Donald Trump
Nathan Howard/Reuters
O médico infectologista Álvaro Furtado, do Hospital das Clínicas da Faculdade de Medicina da USP, classifica como "irresponsável" e uma "grande confusão" a recente declaração do ex-presidente americano Donald Trump, que associou o uso de paracetamol (Tylenol) durante a gravidez ao desenvolvimento de autismo em crianças.
Durante a coluna Olhar Clínico no BandNews Station desta quarta-feira (24), o médico afirma que não há nenhuma comprovação científica séria que sustente essa alegação e faz um apelo para que gestantes não abandonem o tratamento para febre e dor.
A fala de Trump, que também incluiu críticas ao cronograma vacinal infantil, gerou um alerta global e foi prontamente rebatida por órgãos de saúde. A própria Organização Mundial da Saúde (OMS) já se posicionou, afirmando não existir, até o momento, nenhum vínculo comprovado entre o uso do medicamento e o transtorno do espectro autista.
Um 'desserviço' à saúde pública
Para Álvaro Furtado, a disseminação de informações sem respaldo científico por figuras públicas representa um "desserviço" à população. Ele explica que a declaração gera uma dúvida perigosa na cabeça de uma gestante, que precisa de tratamento para condições comuns como febre e dor, mas fica com medo de prejudicar o bebê.
"Uma mulher grávida que tem dor e tem febre precisa ser medicada", ressalta o médico. Ele esclarece que a dipirona, outro analgésico comum, não é autorizada na gestação por conta de problemas comprovados. "Existe o paracetamol, que é a medicação que classicamente a gente utiliza para tratar a febre e dor durante a gestação", completa.

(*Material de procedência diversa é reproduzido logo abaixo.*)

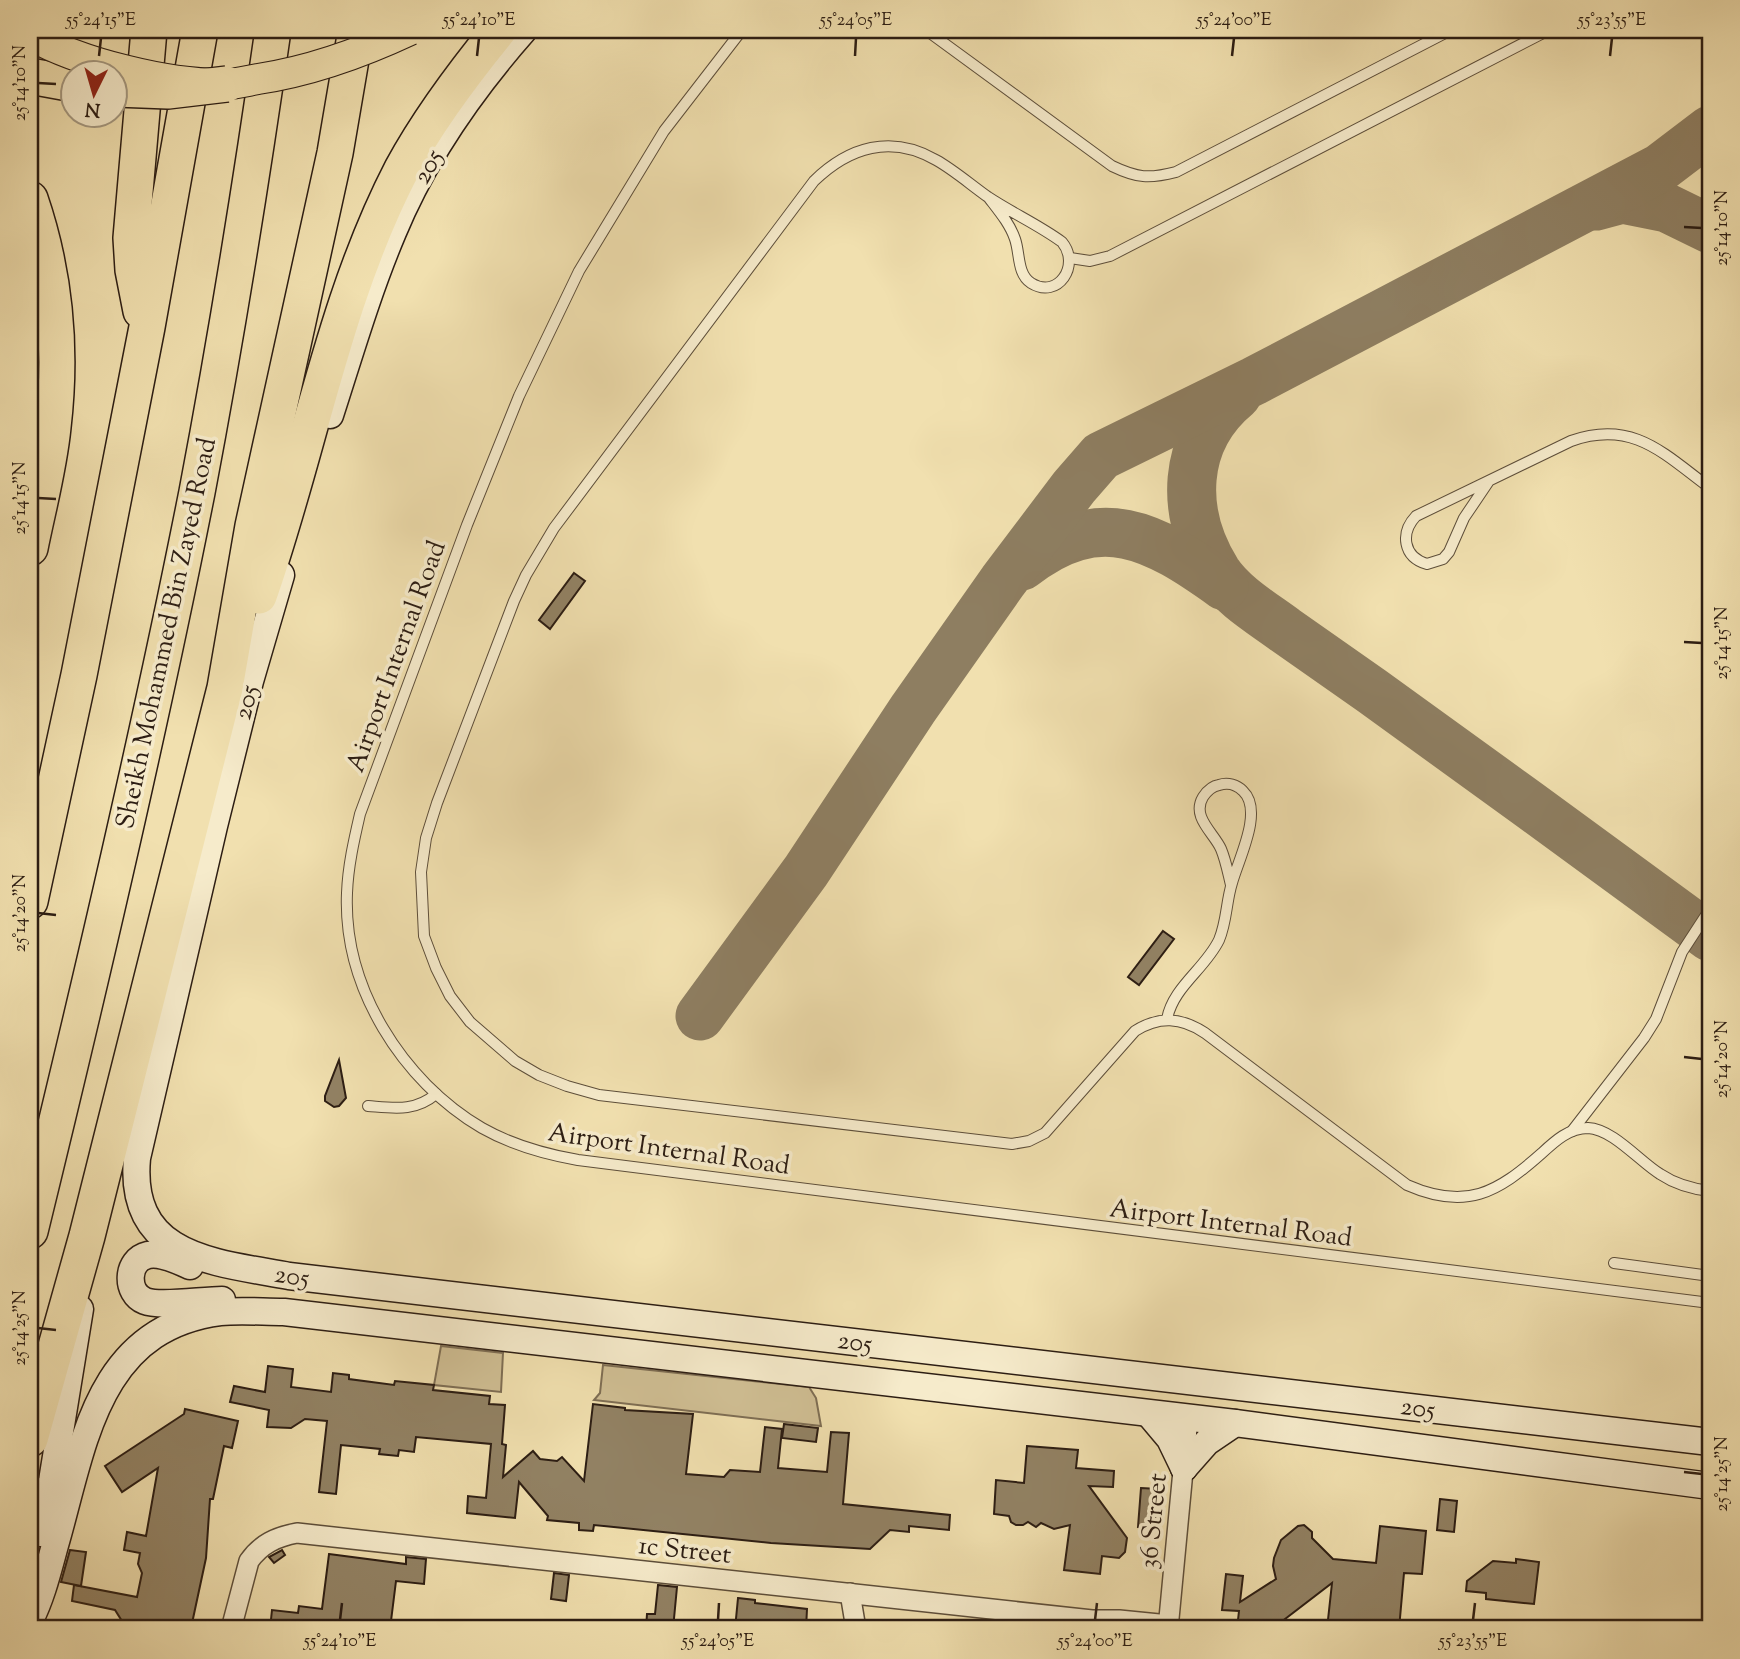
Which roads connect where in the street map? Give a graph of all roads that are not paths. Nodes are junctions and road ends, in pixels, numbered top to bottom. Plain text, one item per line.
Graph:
1 (149, 30) edge
2 (200, 30) edge
3 (273, 30) edge
4 (356, 30) edge
5 (378, 30) edge
6 (410, 30) edge
7 (499, 30) edge
8 (524, 30) edge
9 (742, 30) edge
10 (926, 30) edge
11 (1451, 30) edge
12 (1549, 30) edge
13 (30, 35) edge
14 (30, 76) edge
15 (60, 81) edge
16 (227, 84) junction
17 (130, 90) edge
18 (335, 153) junction
19 (989, 198) junction
20 (30, 199) edge
21 (1070, 258) junction
22 (147, 327) junction
23 (1489, 481) junction
24 (1710, 488) edge
25 (30, 548) edge
26 (225, 688) junction
27 (1231, 885) junction
28 (30, 901) edge
29 (1710, 909) edge
30 (1167, 1019) junction
31 (436, 1094) junction
32 (368, 1107) dead end
33 (1572, 1131) junction
34 (1710, 1191) edge
35 (30, 1231) edge
36 (87, 1236) junction
37 (1614, 1263) dead end
38 (289, 1276) junction
39 (1710, 1276) edge
40 (1710, 1303) edge
41 (284, 1312) junction
42 (1379, 1402) junction
43 (1149, 1414) junction
44 (1188, 1418) junction
45 (1235, 1423) junction
46 (30, 1439) edge
47 (1710, 1442) edge
48 (1184, 1468) junction
49 (1710, 1486) edge
50 (30, 1583) edge
51 (859, 1595) junction
52 (30, 1620) edge
53 (1092, 1620) junction
54 (1168, 1627) edge
55 (231, 1629) edge
56 (857, 1629) edge
57 (1119, 1629) edge

1 - 22 highway
2 - 22 highway
3 - 35 highway, Sheikh Mohammed Bin Zayed Road
4 - 18 highway
5 - 18 highway
6 - 16 main road, bridge
7 - 26 highway
8 - 38 street, 205
9 - 31 lane, Airport Internal Road
10 - 11 lane
12 - 21 lane
13 - 16 main road, bridge
14 - 15 highway
16 - 17 highway, bridge
18 - 26 highway
19 - 21 lane
19 - 21 lane
19 - 30 lane
20 - 25 highway
22 - 28 highway
23 - 23 lane
23 - 24 lane
26 - 36 highway
27 - 27 lane
27 - 30 lane
29 - 33 lane
30 - 33 lane
31 - 32 lane
31 - 40 lane, Airport Internal Road
33 - 34 lane
36 - 46 highway
36 - 50 street
37 - 39 lane
38 - 41 street
38 - 42 street, 205
41 - 43 street, 205
41 - 52 street, 205
42 - 44 street
42 - 47 street, 205
43 - 44 street, 205
43 - 48 street
44 - 45 street, 205
44 - 48 street, 36 Street
45 - 48 street
45 - 49 street, 205
48 - 54 street, 36 Street
51 - 53 street, 1c Street
51 - 55 street, 1c Street
51 - 56 street
53 - 54 street, 1c Street
53 - 57 street, 1c Street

O especialista critica a fragilidade dos supostos estudos que associam o medicamento ao autismo, afirmando que eles possuem muitos vieses e não são controlados. Furtado também compara a situação à disseminação de informações falsas sobre a cloroquina durante a pandemia de Covid-19, baseadas em estudos publicados em revistas de baixa credibilidade.
Riscos da febre e a falta de alternativas
Questionado sobre os riscos de uma febre alta não tratada, o infectologista é claro: "Ter febre muito alta também não é legal. Você tem que se medicar porque você pode desnaturar proteína, dependendo da temperatura". Ele reforça que a febre é um sintoma desconfortável e um sinal de que algo está errado no organismo, geralmente uma infecção, e precisa de atenção.

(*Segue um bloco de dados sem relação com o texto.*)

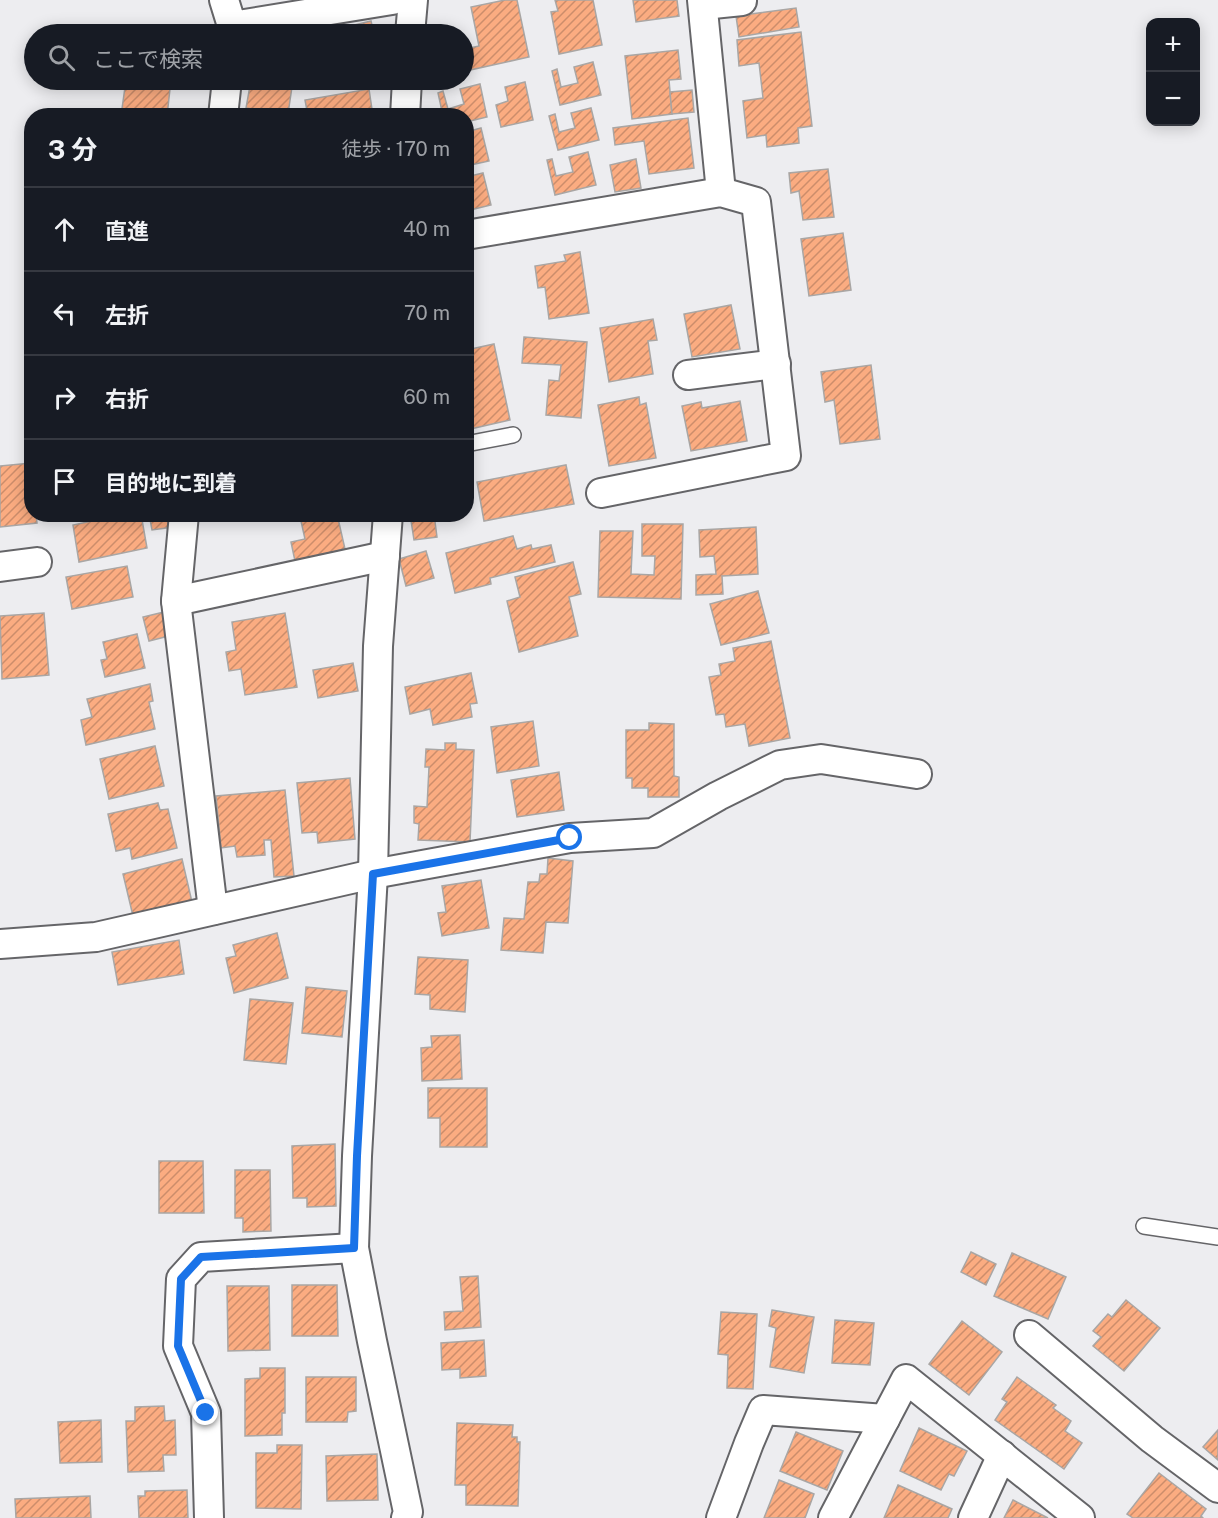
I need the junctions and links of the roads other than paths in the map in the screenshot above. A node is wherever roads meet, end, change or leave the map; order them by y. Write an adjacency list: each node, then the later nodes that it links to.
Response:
1 (392, 0): 5 (street)
2 (413, 0): 6 (street)
3 (741, 1): 4 (street)
4 (703, 2): 11 (street)
5 (229, 20)
6 (411, 24)
7 (226, 90): 9 (street)
8 (406, 90): 10 (street)
9 (224, 108)
10 (405, 108)
11 (721, 192): 12 (street); 13 (street)
12 (474, 233)
13 (776, 364): 14 (street); 17 (street)
14 (688, 375)
15 (513, 435): 16 (lane)
16 (474, 442)
17 (601, 494)
18 (183, 522): 23 (street)
19 (387, 522): 20 (street)
20 (385, 556): 23 (street); 25 (street)
21 (37, 562): 22 (street)
22 (0, 567)
23 (176, 601): 26 (street)
24 (917, 774): 25 (street)
25 (373, 874): 26 (street); 30 (street)
26 (213, 910): 27 (street)
27 (0, 944)
28 (1144, 1226): 29 (lane)
29 (1218, 1237)
30 (354, 1248): 35 (street); 36 (street)
31 (1029, 1335): 34 (street)
32 (885, 1419): 33 (street); 37 (street); 38 (street)
33 (1002, 1455): 39 (street); 40 (street)
34 (1218, 1488)
35 (209, 1518)
36 (406, 1518)
37 (721, 1518)
38 (833, 1518)
39 (973, 1518)
40 (1080, 1518)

O maior perigo da desinformação, segundo Furtado, é que ela deixa a gestante sem opções seguras. Além da dipirona, medicamentos anti-inflamatórios também não são recomendados durante a gravidez. Ao criar pânico em torno do paracetamol, a gestante pode ser levada a tomar uma medicação de risco real ou simplesmente não tratar a febre, o que também é perigoso.
"Você tira a possibilidade de praticamente um dos únicos medicamentos seguros que a gente até agora utiliza para tratar a febre durante a gestação. Outros não são seguros", alerta.
A recomendação final do médico é direta e enfática. "Não há nenhuma evidência em estudos controlados, sérios, de que paracetamol vai causar autismo em criança", conclui, lembrando que a consulta ao obstetra antes de usar qualquer substância é sempre indispensável.